◆ **The task**: A complete answer lists every line of the entries below where the string "沿江西路" appears.

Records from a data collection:
--- START ---

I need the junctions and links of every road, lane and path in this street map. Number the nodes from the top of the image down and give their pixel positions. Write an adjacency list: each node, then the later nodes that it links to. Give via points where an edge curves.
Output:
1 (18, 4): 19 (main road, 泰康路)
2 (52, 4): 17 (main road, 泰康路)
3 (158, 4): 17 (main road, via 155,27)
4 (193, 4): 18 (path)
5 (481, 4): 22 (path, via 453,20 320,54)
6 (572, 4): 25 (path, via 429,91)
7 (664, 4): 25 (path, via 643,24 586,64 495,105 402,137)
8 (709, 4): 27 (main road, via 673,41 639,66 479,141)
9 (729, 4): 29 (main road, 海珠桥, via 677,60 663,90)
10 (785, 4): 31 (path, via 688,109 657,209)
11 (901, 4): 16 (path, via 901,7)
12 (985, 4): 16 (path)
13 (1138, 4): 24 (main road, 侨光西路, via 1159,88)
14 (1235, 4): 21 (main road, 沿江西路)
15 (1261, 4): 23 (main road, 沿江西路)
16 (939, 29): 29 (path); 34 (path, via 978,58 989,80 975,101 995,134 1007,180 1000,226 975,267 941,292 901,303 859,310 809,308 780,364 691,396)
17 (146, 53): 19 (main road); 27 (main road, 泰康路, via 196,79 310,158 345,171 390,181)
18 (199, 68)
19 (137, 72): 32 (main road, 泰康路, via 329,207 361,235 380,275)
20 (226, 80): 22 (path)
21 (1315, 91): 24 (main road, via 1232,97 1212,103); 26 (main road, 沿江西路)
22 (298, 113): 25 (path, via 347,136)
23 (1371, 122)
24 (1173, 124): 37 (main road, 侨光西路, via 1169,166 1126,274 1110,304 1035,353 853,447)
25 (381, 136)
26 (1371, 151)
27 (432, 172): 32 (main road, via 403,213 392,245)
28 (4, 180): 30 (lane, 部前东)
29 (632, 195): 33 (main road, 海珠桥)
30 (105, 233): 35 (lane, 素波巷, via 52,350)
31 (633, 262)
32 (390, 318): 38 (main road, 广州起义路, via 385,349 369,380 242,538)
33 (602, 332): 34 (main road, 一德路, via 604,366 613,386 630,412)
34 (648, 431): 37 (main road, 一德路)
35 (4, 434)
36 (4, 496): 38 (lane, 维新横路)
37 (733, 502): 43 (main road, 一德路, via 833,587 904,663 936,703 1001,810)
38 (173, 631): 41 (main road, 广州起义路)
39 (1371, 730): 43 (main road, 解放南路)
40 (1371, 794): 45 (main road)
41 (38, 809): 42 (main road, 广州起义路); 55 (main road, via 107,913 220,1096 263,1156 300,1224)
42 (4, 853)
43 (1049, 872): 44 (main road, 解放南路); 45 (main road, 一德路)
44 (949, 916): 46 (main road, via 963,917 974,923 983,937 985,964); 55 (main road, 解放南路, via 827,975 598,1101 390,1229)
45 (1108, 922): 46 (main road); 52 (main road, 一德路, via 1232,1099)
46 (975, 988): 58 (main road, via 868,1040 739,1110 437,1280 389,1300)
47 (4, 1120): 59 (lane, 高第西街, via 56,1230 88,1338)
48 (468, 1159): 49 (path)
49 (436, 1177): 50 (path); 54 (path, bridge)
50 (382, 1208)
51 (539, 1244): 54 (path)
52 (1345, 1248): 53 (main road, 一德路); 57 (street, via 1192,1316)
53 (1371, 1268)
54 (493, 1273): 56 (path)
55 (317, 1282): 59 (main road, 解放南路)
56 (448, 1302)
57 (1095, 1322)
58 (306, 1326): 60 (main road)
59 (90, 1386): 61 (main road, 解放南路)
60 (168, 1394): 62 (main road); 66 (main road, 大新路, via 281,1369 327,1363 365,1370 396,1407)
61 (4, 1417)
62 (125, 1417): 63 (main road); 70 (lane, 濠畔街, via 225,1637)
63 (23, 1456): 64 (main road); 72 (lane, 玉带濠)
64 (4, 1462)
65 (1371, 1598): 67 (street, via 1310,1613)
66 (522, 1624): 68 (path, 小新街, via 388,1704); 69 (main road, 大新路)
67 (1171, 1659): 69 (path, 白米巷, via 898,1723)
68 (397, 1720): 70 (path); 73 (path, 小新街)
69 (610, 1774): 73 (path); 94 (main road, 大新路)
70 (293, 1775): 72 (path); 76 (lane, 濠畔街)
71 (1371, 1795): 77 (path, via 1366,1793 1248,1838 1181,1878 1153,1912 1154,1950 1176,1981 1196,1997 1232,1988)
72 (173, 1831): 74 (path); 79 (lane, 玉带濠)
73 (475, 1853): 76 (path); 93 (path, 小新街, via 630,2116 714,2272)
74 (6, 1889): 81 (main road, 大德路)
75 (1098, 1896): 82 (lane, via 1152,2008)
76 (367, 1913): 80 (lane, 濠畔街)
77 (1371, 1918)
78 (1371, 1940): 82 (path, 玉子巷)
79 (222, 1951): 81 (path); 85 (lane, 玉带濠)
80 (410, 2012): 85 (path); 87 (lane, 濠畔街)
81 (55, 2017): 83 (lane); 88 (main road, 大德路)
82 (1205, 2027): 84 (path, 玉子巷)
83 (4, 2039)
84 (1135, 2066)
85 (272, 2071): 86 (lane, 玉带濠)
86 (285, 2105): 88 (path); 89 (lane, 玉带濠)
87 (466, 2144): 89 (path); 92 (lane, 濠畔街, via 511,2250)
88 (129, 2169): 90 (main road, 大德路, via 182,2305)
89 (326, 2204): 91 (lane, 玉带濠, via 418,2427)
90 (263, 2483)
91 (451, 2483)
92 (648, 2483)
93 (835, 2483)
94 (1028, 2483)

--- END ---

◆ **Solution below**:
14 (1235, 4): 21 (main road, 沿江西路)
15 (1261, 4): 23 (main road, 沿江西路)
21 (1315, 91): 24 (main road, via 1232,97 1212,103); 26 (main road, 沿江西路)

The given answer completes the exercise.